Ehsan Khan Kengerli (إحسان خان کنگرلی), later known by his Russified name of Ehsan Khan Nakhichevansky (Эхсан Хан Нахичеванский, إحسان خان ناخچیوانسکی; 1789–1846) was the last ruler of the Nakhichevan Khanate.

== Biography ==
Ehsan Khan hailed from the Turkic tribe of Kangarlu, and was the youngest son of Kalb-Ali Khan Kangarlu, the ruler of the Nakhichevan Khanate, who was blinded by Agha Mohammad Khan Qajar.

In his youth, Ehsan Khan was on Persian service and later took part in Ottoman–Persian War. During the Russo-Persian War of 1826–1828, Abbas Mirza appointed Ehsan Khan as commander of the fortress Abbasabad.
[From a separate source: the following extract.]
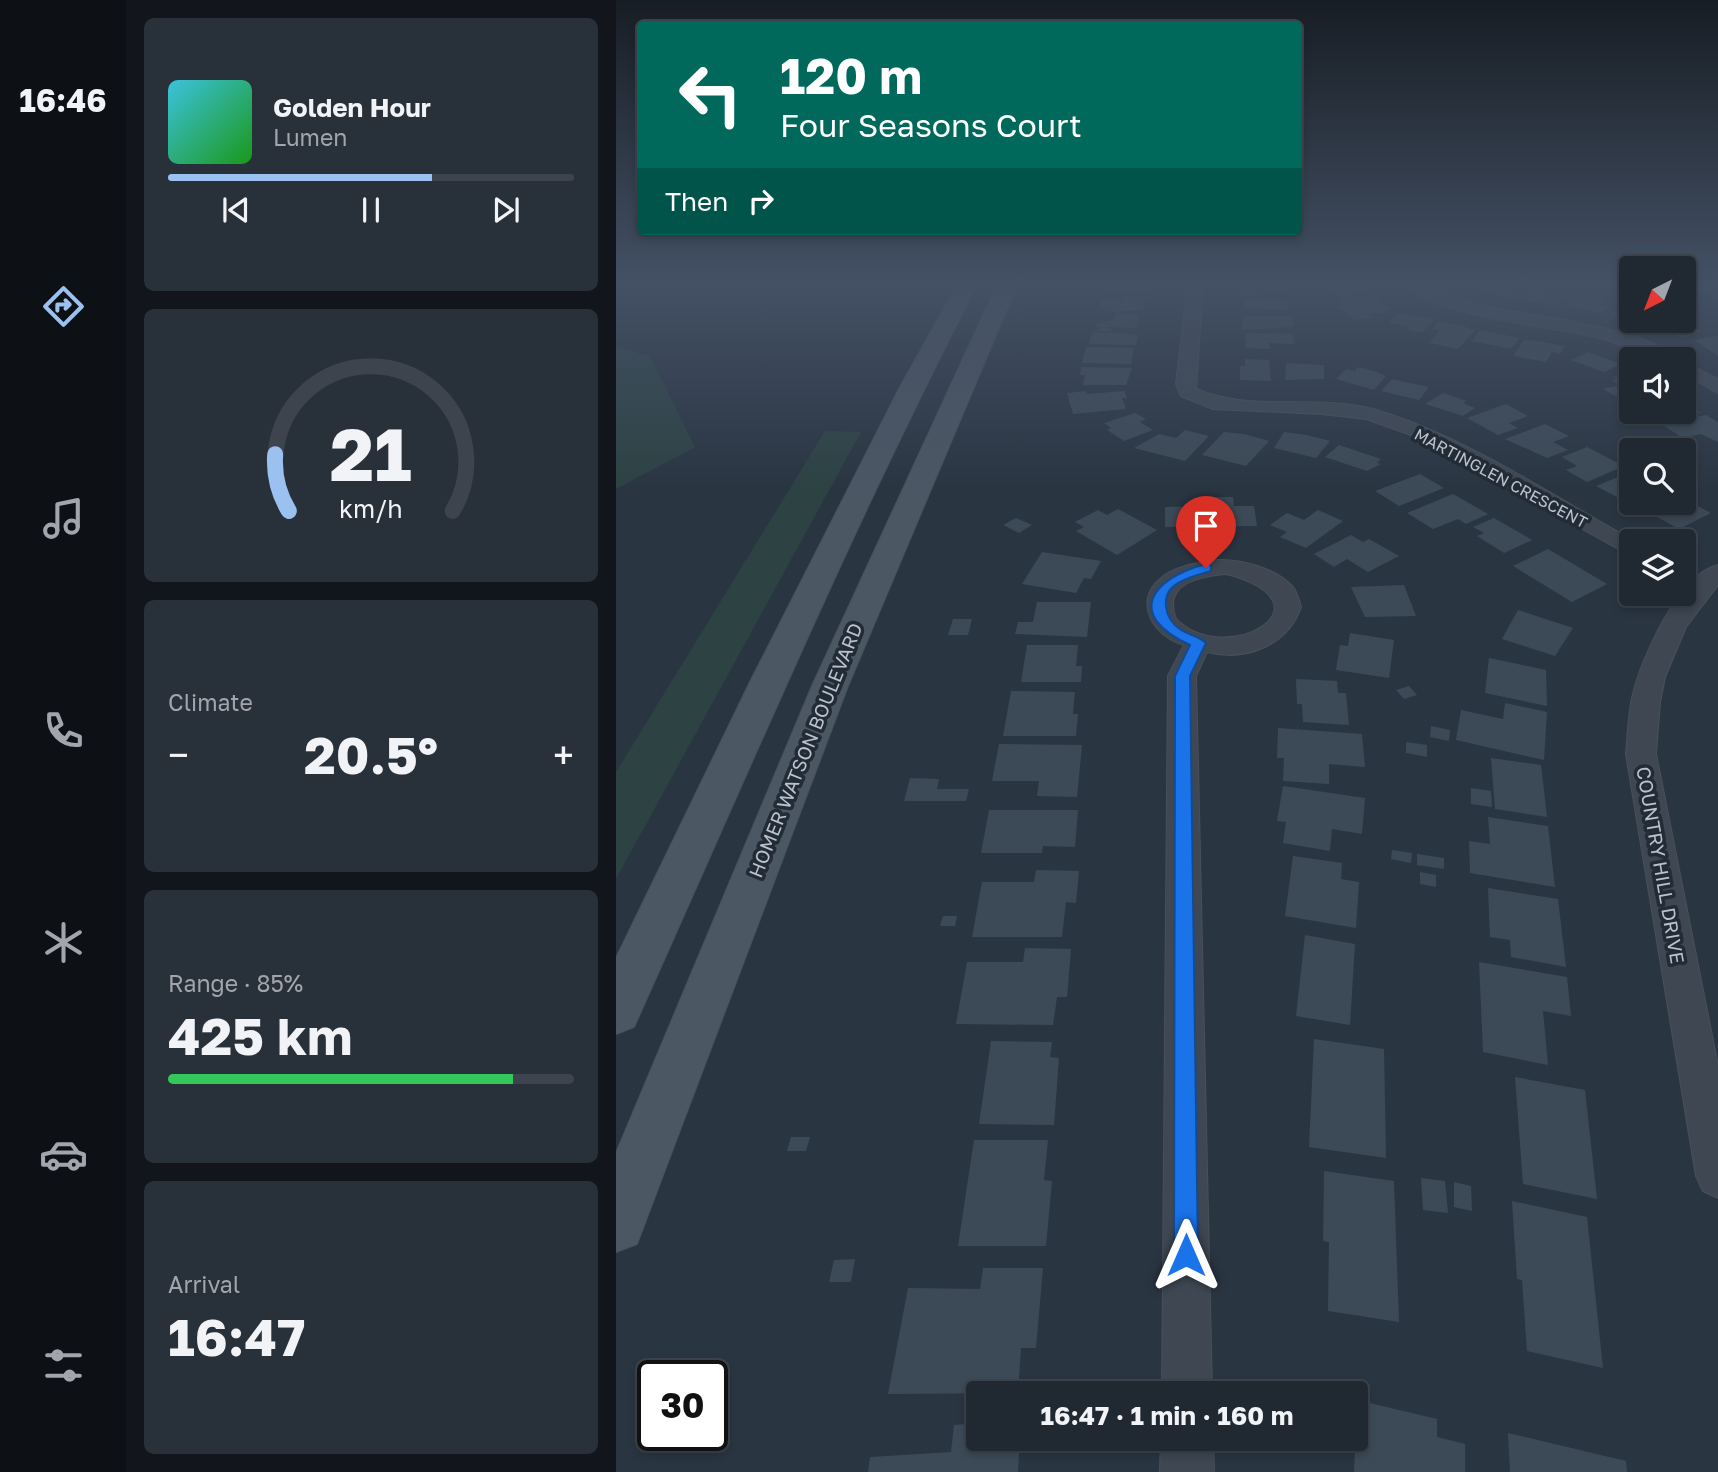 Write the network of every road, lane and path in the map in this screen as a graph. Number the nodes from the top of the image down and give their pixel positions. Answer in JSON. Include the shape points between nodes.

After the Russians laid siege to the fortress, Ehsan Khan secretly arranged for the gates of the fortress to be opened to the Russian commander General Ivan Paskevich.

For his services, Ehsan was conferred the rank of colonel and appointed the ruler of the Nakhichevan Khanate. The khanate was formally abolished in 1828, but Ehsan Khan retained his influence in the region and was appointed the campaign ataman of Transcaucasian Muslim troops. In 1831 he was decorated with 2nd class Order of Saint Anna, and in 1837 he was conferred the rank of major-general in the Russian army.

After the dissolution of the khanate, the khans of Nakhichevan took the Russified surname Nakhchivanski, and the men of its family traditionally joined the Russian military service. Two sons of Ehsan khan - Ismail khan and Kalbali khan - were generals in the Russian army and were awarded orders of Saint-George IV degree for their actions in battle. A son of Kalbali khan, Huseyn Khan Nakhichevanski, was a prominent Russian military commander and adjutant general of the Russian Emperor, and his nephews, Jamshid Khan and Kalbali, were generals in the Soviet and Iranian armies respectively. His great-great-grandson Jafargulu Khan Nakhchivanski initiated an Azeri revolt, leading to the proclamation of the independence of the Republic of Aras, composed of the former uyezds of Nakhchivan, Sharur-Daralagez and Surmali, with its capital in the city of Nakhchivan. His daughter Gonchabegüm Nakhchivanski was a poet.